Task goal. What you return must match the records exactly, with every line included.

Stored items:
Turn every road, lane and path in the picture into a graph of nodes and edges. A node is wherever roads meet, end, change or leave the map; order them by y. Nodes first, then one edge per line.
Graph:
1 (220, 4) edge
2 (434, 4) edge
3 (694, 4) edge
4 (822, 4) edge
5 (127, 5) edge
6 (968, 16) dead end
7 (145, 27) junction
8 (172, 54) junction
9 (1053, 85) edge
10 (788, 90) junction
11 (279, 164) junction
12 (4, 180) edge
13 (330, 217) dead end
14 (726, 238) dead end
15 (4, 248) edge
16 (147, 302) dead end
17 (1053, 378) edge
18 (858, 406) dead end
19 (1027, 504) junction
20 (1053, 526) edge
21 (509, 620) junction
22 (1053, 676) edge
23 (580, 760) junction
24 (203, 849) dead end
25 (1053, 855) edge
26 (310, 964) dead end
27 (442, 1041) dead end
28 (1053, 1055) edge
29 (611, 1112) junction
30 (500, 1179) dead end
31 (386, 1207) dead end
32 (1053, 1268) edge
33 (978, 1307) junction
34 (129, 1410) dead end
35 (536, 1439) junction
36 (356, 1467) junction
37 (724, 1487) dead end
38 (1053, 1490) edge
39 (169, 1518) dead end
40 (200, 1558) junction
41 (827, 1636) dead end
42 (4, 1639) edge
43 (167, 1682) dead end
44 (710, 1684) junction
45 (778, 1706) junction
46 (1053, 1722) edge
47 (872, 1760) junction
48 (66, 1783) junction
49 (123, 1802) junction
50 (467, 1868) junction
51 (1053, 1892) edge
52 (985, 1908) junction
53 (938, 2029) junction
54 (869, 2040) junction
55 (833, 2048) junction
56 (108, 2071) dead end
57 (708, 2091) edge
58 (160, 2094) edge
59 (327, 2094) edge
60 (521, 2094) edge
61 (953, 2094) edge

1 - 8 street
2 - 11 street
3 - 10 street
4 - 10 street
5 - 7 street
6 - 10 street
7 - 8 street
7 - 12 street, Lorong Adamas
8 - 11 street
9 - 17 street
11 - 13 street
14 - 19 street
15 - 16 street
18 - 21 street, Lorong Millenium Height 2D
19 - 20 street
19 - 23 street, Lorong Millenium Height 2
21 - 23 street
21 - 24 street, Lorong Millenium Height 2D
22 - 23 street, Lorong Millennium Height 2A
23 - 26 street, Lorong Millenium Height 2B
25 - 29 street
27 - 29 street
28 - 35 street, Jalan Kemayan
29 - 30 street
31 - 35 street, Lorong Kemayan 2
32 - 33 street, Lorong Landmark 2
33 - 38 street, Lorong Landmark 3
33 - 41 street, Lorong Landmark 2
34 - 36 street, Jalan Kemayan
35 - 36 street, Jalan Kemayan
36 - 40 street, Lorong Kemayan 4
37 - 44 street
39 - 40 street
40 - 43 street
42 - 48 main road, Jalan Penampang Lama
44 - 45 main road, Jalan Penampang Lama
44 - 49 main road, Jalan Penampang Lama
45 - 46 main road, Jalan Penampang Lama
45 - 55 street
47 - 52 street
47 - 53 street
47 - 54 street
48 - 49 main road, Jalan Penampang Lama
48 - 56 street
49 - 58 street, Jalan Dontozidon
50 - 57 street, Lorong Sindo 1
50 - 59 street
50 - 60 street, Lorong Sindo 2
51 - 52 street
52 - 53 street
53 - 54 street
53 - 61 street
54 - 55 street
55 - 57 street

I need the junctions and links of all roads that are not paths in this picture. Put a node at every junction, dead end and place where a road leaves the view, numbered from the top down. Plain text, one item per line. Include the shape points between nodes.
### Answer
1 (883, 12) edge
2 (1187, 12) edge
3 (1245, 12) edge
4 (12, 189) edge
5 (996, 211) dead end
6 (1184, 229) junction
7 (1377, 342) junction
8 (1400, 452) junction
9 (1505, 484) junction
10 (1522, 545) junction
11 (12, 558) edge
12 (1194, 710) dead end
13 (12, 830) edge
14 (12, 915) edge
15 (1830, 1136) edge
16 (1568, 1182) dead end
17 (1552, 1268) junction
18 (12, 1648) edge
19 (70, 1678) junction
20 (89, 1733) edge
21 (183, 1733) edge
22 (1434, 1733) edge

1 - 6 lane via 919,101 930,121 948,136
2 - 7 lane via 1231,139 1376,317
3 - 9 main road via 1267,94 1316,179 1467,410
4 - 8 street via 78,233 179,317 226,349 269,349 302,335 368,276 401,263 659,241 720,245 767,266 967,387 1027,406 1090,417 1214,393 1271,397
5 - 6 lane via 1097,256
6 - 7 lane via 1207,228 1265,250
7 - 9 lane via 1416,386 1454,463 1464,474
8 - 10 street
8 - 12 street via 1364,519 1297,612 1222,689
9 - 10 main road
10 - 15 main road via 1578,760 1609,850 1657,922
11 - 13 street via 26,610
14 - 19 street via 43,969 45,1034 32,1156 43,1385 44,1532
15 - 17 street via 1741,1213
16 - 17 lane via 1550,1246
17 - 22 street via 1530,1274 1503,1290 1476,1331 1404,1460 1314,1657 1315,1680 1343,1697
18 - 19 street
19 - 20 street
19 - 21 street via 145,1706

Exercise output.
Turn every road, lane and path in the picture into a graph of nodes and edges. A node is wherever roads meet, end, change or leave the map; order them by y. Nodes first, then one edge per line.
Graph:
1 (220, 4) edge
2 (434, 4) edge
3 (694, 4) edge
4 (822, 4) edge
5 (127, 5) edge
6 (968, 16) dead end
7 (145, 27) junction
8 (172, 54) junction
9 (1053, 85) edge
10 (788, 90) junction
11 (279, 164) junction
12 (4, 180) edge
13 (330, 217) dead end
14 (726, 238) dead end
15 (4, 248) edge
16 (147, 302) dead end
17 (1053, 378) edge
18 (858, 406) dead end
19 (1027, 504) junction
20 (1053, 526) edge
21 (509, 620) junction
22 (1053, 676) edge
23 (580, 760) junction
24 (203, 849) dead end
25 (1053, 855) edge
26 (310, 964) dead end
27 (442, 1041) dead end
28 (1053, 1055) edge
29 (611, 1112) junction
30 (500, 1179) dead end
31 (386, 1207) dead end
32 (1053, 1268) edge
33 (978, 1307) junction
34 (129, 1410) dead end
35 (536, 1439) junction
36 (356, 1467) junction
37 (724, 1487) dead end
38 (1053, 1490) edge
39 (169, 1518) dead end
40 (200, 1558) junction
41 (827, 1636) dead end
42 (4, 1639) edge
43 (167, 1682) dead end
44 (710, 1684) junction
45 (778, 1706) junction
46 (1053, 1722) edge
47 (872, 1760) junction
48 (66, 1783) junction
49 (123, 1802) junction
50 (467, 1868) junction
51 (1053, 1892) edge
52 (985, 1908) junction
53 (938, 2029) junction
54 (869, 2040) junction
55 (833, 2048) junction
56 (108, 2071) dead end
57 (708, 2091) edge
58 (160, 2094) edge
59 (327, 2094) edge
60 (521, 2094) edge
61 (953, 2094) edge

1 - 8 street
2 - 11 street
3 - 10 street
4 - 10 street
5 - 7 street
6 - 10 street
7 - 8 street
7 - 12 street, Lorong Adamas
8 - 11 street
9 - 17 street
11 - 13 street
14 - 19 street
15 - 16 street
18 - 21 street, Lorong Millenium Height 2D
19 - 20 street
19 - 23 street, Lorong Millenium Height 2
21 - 23 street
21 - 24 street, Lorong Millenium Height 2D
22 - 23 street, Lorong Millennium Height 2A
23 - 26 street, Lorong Millenium Height 2B
25 - 29 street
27 - 29 street
28 - 35 street, Jalan Kemayan
29 - 30 street
31 - 35 street, Lorong Kemayan 2
32 - 33 street, Lorong Landmark 2
33 - 38 street, Lorong Landmark 3
33 - 41 street, Lorong Landmark 2
34 - 36 street, Jalan Kemayan
35 - 36 street, Jalan Kemayan
36 - 40 street, Lorong Kemayan 4
37 - 44 street
39 - 40 street
40 - 43 street
42 - 48 main road, Jalan Penampang Lama
44 - 45 main road, Jalan Penampang Lama
44 - 49 main road, Jalan Penampang Lama
45 - 46 main road, Jalan Penampang Lama
45 - 55 street
47 - 52 street
47 - 53 street
47 - 54 street
48 - 49 main road, Jalan Penampang Lama
48 - 56 street
49 - 58 street, Jalan Dontozidon
50 - 57 street, Lorong Sindo 1
50 - 59 street
50 - 60 street, Lorong Sindo 2
51 - 52 street
52 - 53 street
53 - 54 street
53 - 61 street
54 - 55 street
55 - 57 street

I need the junctions and links of all roads that are not paths in this picture. Put a node at every junction, dead end and place where a road leaves the view, numbered from the top down. Plain text, one item per line. Include the shape points between nodes.
### Answer
1 (883, 12) edge
2 (1187, 12) edge
3 (1245, 12) edge
4 (12, 189) edge
5 (996, 211) dead end
6 (1184, 229) junction
7 (1377, 342) junction
8 (1400, 452) junction
9 (1505, 484) junction
10 (1522, 545) junction
11 (12, 558) edge
12 (1194, 710) dead end
13 (12, 830) edge
14 (12, 915) edge
15 (1830, 1136) edge
16 (1568, 1182) dead end
17 (1552, 1268) junction
18 (12, 1648) edge
19 (70, 1678) junction
20 (89, 1733) edge
21 (183, 1733) edge
22 (1434, 1733) edge

1 - 6 lane via 919,101 930,121 948,136
2 - 7 lane via 1231,139 1376,317
3 - 9 main road via 1267,94 1316,179 1467,410
4 - 8 street via 78,233 179,317 226,349 269,349 302,335 368,276 401,263 659,241 720,245 767,266 967,387 1027,406 1090,417 1214,393 1271,397
5 - 6 lane via 1097,256
6 - 7 lane via 1207,228 1265,250
7 - 9 lane via 1416,386 1454,463 1464,474
8 - 10 street
8 - 12 street via 1364,519 1297,612 1222,689
9 - 10 main road
10 - 15 main road via 1578,760 1609,850 1657,922
11 - 13 street via 26,610
14 - 19 street via 43,969 45,1034 32,1156 43,1385 44,1532
15 - 17 street via 1741,1213
16 - 17 lane via 1550,1246
17 - 22 street via 1530,1274 1503,1290 1476,1331 1404,1460 1314,1657 1315,1680 1343,1697
18 - 19 street
19 - 20 street
19 - 21 street via 145,1706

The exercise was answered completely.